■ **Goal of the exercise**:
The listing that follows should be duplicated character for character.

■ **Raw data**:
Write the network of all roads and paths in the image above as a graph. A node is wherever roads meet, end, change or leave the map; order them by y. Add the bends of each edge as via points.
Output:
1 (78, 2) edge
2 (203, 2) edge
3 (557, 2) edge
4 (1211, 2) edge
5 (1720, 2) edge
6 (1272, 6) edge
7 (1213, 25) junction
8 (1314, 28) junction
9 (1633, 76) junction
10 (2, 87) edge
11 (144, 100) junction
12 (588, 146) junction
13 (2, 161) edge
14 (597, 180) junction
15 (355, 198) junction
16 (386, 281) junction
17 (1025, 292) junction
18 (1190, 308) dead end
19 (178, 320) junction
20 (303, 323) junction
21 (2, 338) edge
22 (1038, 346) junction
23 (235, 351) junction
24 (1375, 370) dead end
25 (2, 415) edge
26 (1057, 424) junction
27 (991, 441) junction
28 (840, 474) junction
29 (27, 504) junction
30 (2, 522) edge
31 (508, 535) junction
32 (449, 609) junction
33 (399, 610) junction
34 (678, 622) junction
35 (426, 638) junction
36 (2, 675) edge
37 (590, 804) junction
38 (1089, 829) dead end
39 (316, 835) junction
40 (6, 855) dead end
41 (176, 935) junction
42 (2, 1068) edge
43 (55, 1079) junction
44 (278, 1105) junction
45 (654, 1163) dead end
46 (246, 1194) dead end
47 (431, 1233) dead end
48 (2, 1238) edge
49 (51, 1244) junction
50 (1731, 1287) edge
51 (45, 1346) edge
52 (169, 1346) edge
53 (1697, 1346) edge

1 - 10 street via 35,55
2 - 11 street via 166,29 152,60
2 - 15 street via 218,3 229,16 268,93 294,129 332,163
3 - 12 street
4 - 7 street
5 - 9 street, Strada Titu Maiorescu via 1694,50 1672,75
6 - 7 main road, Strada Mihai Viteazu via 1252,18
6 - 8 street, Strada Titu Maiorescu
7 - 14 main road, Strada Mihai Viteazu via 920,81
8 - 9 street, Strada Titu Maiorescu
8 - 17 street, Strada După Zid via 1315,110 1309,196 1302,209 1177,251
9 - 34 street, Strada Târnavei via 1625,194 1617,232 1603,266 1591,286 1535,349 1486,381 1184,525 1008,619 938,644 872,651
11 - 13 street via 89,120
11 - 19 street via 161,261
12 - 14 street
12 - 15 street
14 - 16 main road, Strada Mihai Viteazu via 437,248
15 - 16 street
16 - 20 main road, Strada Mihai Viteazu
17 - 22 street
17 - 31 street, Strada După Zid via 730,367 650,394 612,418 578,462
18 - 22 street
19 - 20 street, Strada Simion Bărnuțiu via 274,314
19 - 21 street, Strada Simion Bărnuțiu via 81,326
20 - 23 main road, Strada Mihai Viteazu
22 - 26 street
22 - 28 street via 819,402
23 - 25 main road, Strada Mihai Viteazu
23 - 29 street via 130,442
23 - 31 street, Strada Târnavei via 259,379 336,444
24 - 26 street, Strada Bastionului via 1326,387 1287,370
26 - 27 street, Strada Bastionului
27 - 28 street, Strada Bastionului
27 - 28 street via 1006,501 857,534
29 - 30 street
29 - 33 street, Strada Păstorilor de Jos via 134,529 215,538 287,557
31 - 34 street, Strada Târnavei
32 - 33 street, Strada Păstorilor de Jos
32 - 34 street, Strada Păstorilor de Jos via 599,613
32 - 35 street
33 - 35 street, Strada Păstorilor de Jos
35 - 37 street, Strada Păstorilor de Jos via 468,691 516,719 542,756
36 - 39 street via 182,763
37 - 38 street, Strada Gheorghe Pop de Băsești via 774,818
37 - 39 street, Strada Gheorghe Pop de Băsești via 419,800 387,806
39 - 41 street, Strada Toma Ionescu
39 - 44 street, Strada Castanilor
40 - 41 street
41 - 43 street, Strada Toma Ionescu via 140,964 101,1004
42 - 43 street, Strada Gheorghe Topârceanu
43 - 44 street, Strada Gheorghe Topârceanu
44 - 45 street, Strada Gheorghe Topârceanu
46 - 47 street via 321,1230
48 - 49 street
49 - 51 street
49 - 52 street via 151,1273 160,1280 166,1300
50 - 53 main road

■ **Solved exercise**:
Write the network of all roads and paths in the image above as a graph. A node is wherever roads meet, end, change or leave the map; order them by y. Add the bends of each edge as via points.
Output:
1 (78, 2) edge
2 (203, 2) edge
3 (557, 2) edge
4 (1211, 2) edge
5 (1720, 2) edge
6 (1272, 6) edge
7 (1213, 25) junction
8 (1314, 28) junction
9 (1633, 76) junction
10 (2, 87) edge
11 (144, 100) junction
12 (588, 146) junction
13 (2, 161) edge
14 (597, 180) junction
15 (355, 198) junction
16 (386, 281) junction
17 (1025, 292) junction
18 (1190, 308) dead end
19 (178, 320) junction
20 (303, 323) junction
21 (2, 338) edge
22 (1038, 346) junction
23 (235, 351) junction
24 (1375, 370) dead end
25 (2, 415) edge
26 (1057, 424) junction
27 (991, 441) junction
28 (840, 474) junction
29 (27, 504) junction
30 (2, 522) edge
31 (508, 535) junction
32 (449, 609) junction
33 (399, 610) junction
34 (678, 622) junction
35 (426, 638) junction
36 (2, 675) edge
37 (590, 804) junction
38 (1089, 829) dead end
39 (316, 835) junction
40 (6, 855) dead end
41 (176, 935) junction
42 (2, 1068) edge
43 (55, 1079) junction
44 (278, 1105) junction
45 (654, 1163) dead end
46 (246, 1194) dead end
47 (431, 1233) dead end
48 (2, 1238) edge
49 (51, 1244) junction
50 (1731, 1287) edge
51 (45, 1346) edge
52 (169, 1346) edge
53 (1697, 1346) edge

1 - 10 street via 35,55
2 - 11 street via 166,29 152,60
2 - 15 street via 218,3 229,16 268,93 294,129 332,163
3 - 12 street
4 - 7 street
5 - 9 street, Strada Titu Maiorescu via 1694,50 1672,75
6 - 7 main road, Strada Mihai Viteazu via 1252,18
6 - 8 street, Strada Titu Maiorescu
7 - 14 main road, Strada Mihai Viteazu via 920,81
8 - 9 street, Strada Titu Maiorescu
8 - 17 street, Strada După Zid via 1315,110 1309,196 1302,209 1177,251
9 - 34 street, Strada Târnavei via 1625,194 1617,232 1603,266 1591,286 1535,349 1486,381 1184,525 1008,619 938,644 872,651
11 - 13 street via 89,120
11 - 19 street via 161,261
12 - 14 street
12 - 15 street
14 - 16 main road, Strada Mihai Viteazu via 437,248
15 - 16 street
16 - 20 main road, Strada Mihai Viteazu
17 - 22 street
17 - 31 street, Strada După Zid via 730,367 650,394 612,418 578,462
18 - 22 street
19 - 20 street, Strada Simion Bărnuțiu via 274,314
19 - 21 street, Strada Simion Bărnuțiu via 81,326
20 - 23 main road, Strada Mihai Viteazu
22 - 26 street
22 - 28 street via 819,402
23 - 25 main road, Strada Mihai Viteazu
23 - 29 street via 130,442
23 - 31 street, Strada Târnavei via 259,379 336,444
24 - 26 street, Strada Bastionului via 1326,387 1287,370
26 - 27 street, Strada Bastionului
27 - 28 street, Strada Bastionului
27 - 28 street via 1006,501 857,534
29 - 30 street
29 - 33 street, Strada Păstorilor de Jos via 134,529 215,538 287,557
31 - 34 street, Strada Târnavei
32 - 33 street, Strada Păstorilor de Jos
32 - 34 street, Strada Păstorilor de Jos via 599,613
32 - 35 street
33 - 35 street, Strada Păstorilor de Jos
35 - 37 street, Strada Păstorilor de Jos via 468,691 516,719 542,756
36 - 39 street via 182,763
37 - 38 street, Strada Gheorghe Pop de Băsești via 774,818
37 - 39 street, Strada Gheorghe Pop de Băsești via 419,800 387,806
39 - 41 street, Strada Toma Ionescu
39 - 44 street, Strada Castanilor
40 - 41 street
41 - 43 street, Strada Toma Ionescu via 140,964 101,1004
42 - 43 street, Strada Gheorghe Topârceanu
43 - 44 street, Strada Gheorghe Topârceanu
44 - 45 street, Strada Gheorghe Topârceanu
46 - 47 street via 321,1230
48 - 49 street
49 - 51 street
49 - 52 street via 151,1273 160,1280 166,1300
50 - 53 main road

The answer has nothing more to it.